With automation making inroads every day, it should be very clear that the work that once fueled industrial America will soon be done by machines (2013 was a record year for sales of robots of the industrial variety).
Machines make fewer mistakes, don't take vacations or lunch breaks, and are terrible at asking for raises. There should be little doubt that we have entered an era of automation from which there is no return. A report from Oxford puts the damage at 45 percent of American jobs in two decades, while a study by Boston Consulting Group estimates a 22 percent decline in manufacturing employment by 2025, all thanks to robots.
The robots are here, or will soon be here. And chances are, your job may well become theirs.

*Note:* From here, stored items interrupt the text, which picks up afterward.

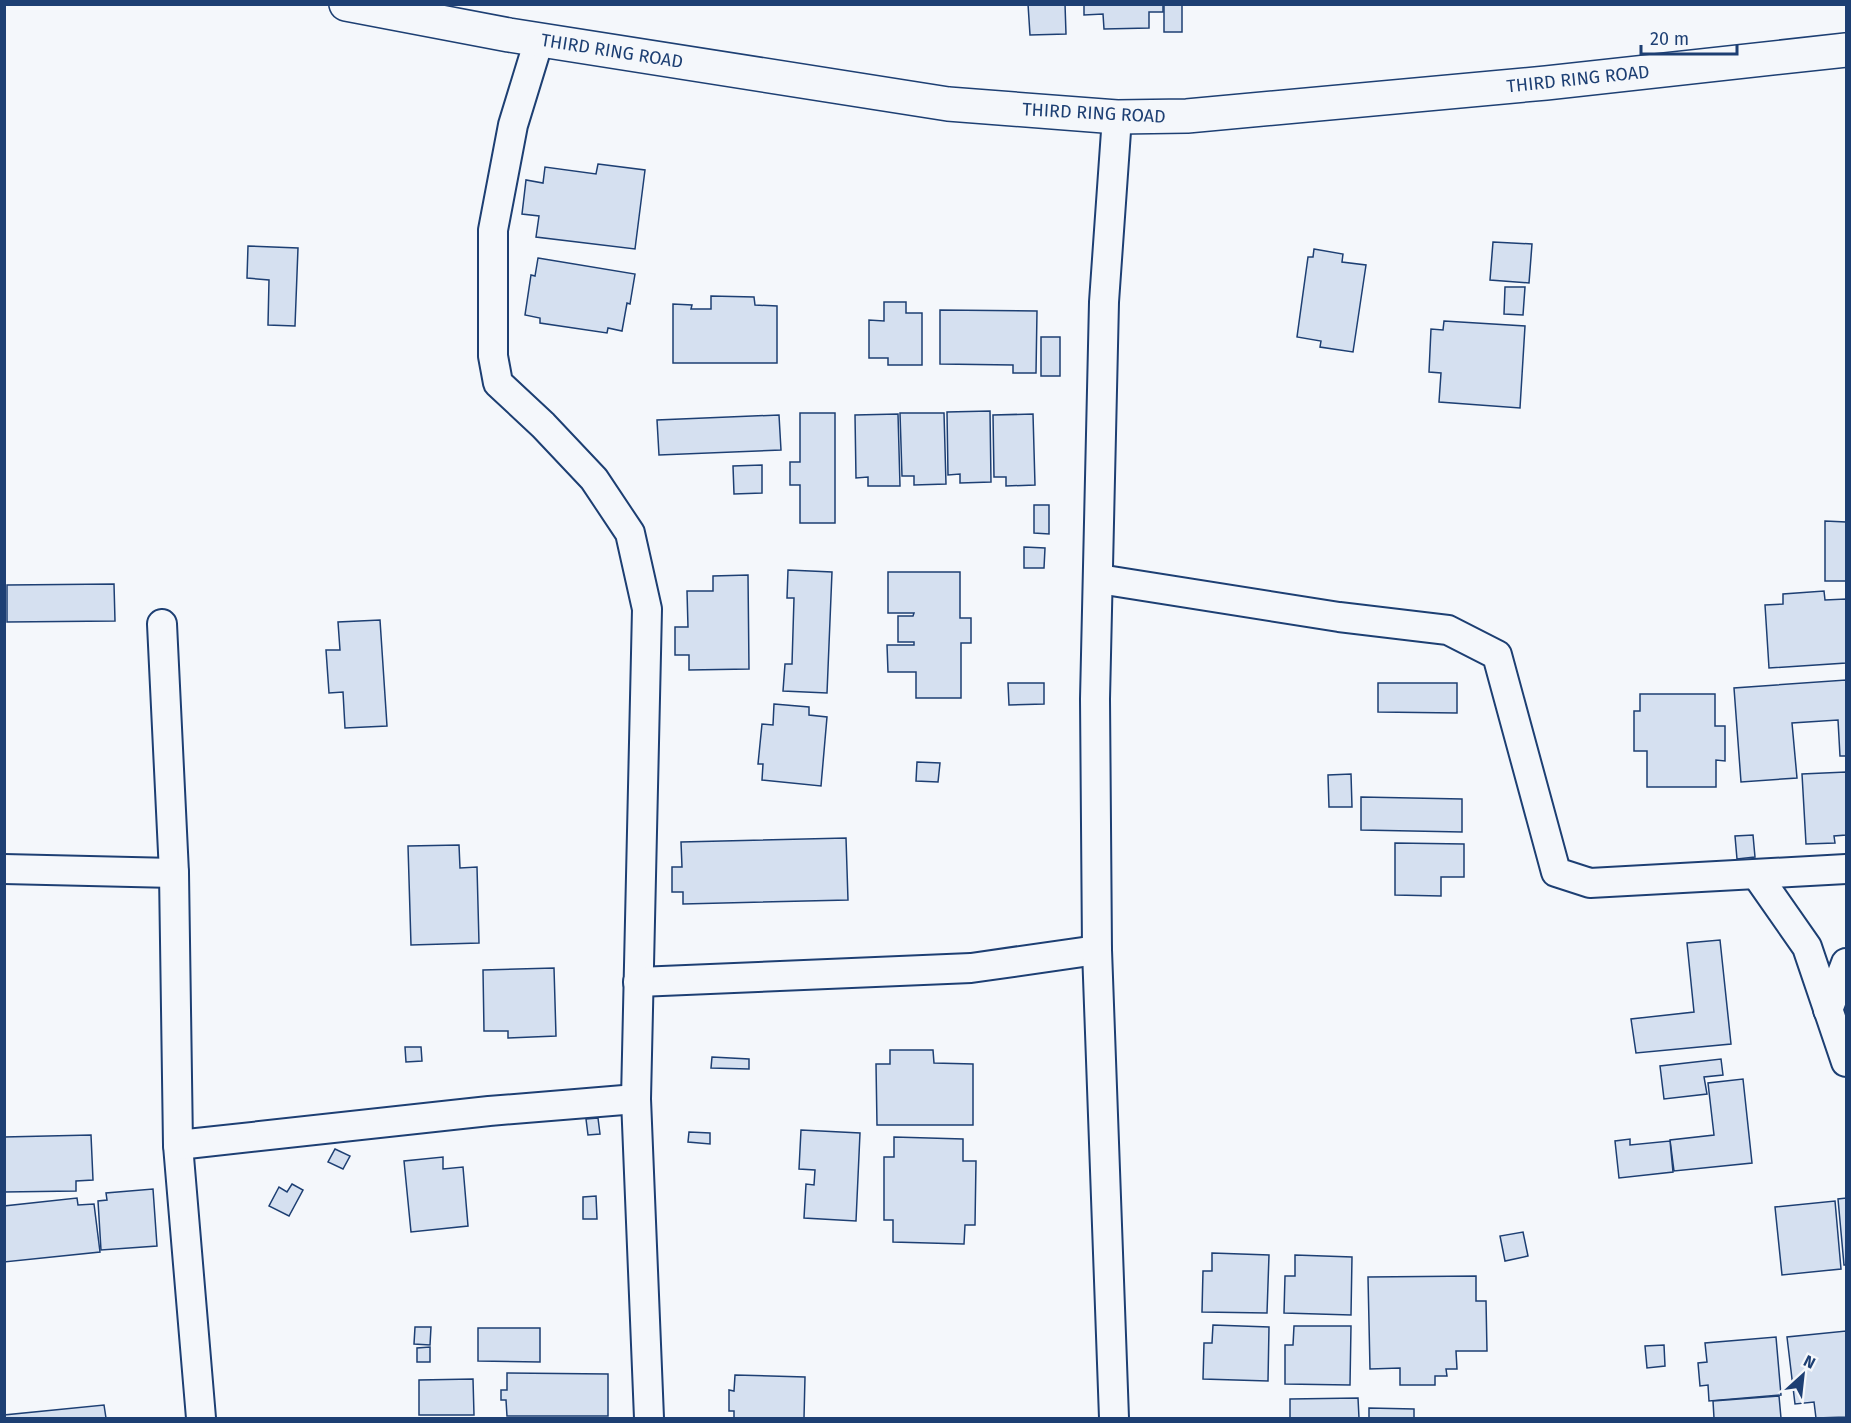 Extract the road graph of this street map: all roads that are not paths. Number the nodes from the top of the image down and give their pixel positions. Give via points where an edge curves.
1 (346, 4) edge
2 (539, 40) junction
3 (1846, 51) edge
4 (1116, 117) junction
5 (1099, 579) junction
6 (162, 624) dead end
7 (4, 869) edge
8 (1846, 869) edge
9 (174, 873) junction
10 (1756, 874) junction
11 (1097, 950) junction
12 (1846, 963) edge
13 (638, 982) junction
14 (1828, 1010) junction
15 (1846, 1062) edge
16 (636, 1100) junction
17 (178, 1145) junction
18 (201, 1419) edge
19 (649, 1419) edge
20 (1114, 1419) edge

1 - 2 street, THIRD RING ROAD
2 - 4 street, THIRD RING ROAD via 948,104
2 - 13 street via 513,125 493,230 493,356 498,383 594,479 630,533 647,609
3 - 4 street, THIRD RING ROAD via 1223,113
4 - 5 street via 1104,302
5 - 10 street via 1448,630 1497,655 1556,872 1590,883
5 - 11 street via 1095,699
6 - 9 street
7 - 9 street
8 - 10 street
9 - 17 street
10 - 14 street via 1807,947
11 - 13 street via 970,968
11 - 20 street
12 - 14 street
13 - 16 street
14 - 15 street
16 - 17 street via 489,1111
16 - 19 street
17 - 18 street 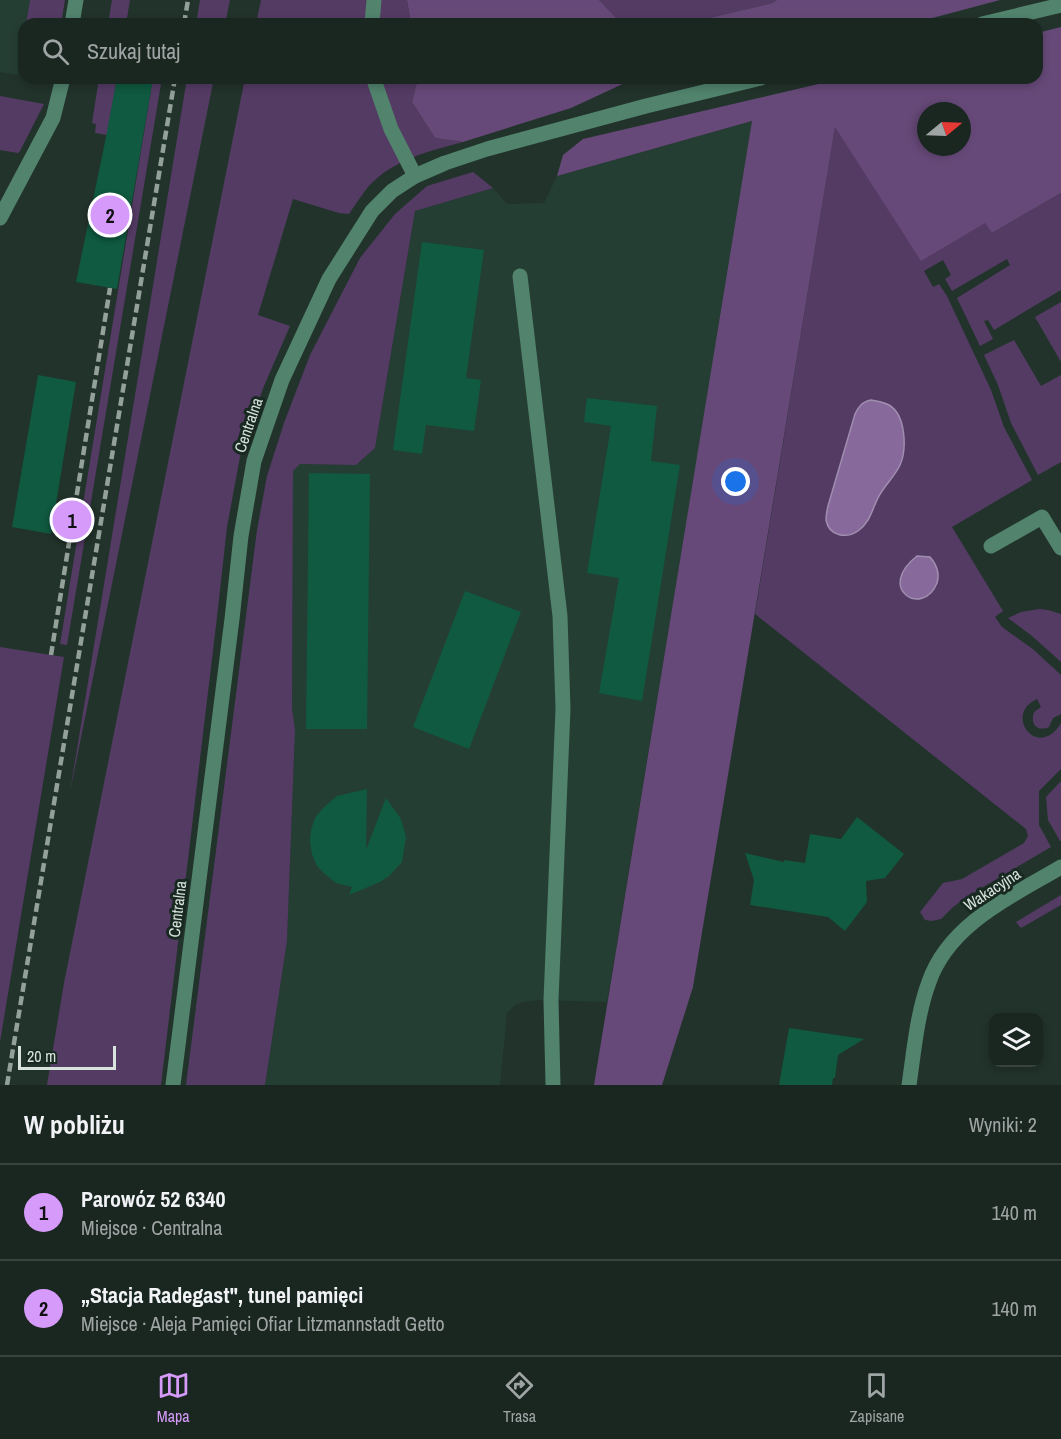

That's why manufacturing is simply not a viable, sweeping, long-term solution for the problem of America's shrinking, struggling middle class, no matter how good it sounds on progressives' political posters. There is no undoing technological innovation.
But that's not necessarily a bad thing.
America doesn't definitely need manufacturing to thrive. GDP tripled during a drastic reduction in the manufacturing workforce from 1970 to 2010, while population increased by roughly a third.
In fact, American GDP increased roughly 20 percent from the end of 2001 to March of 2013, despite a negligible increase in hours worked and jobs created, an increase in productivity brought on largely, if not primarily, by automation in the workplace.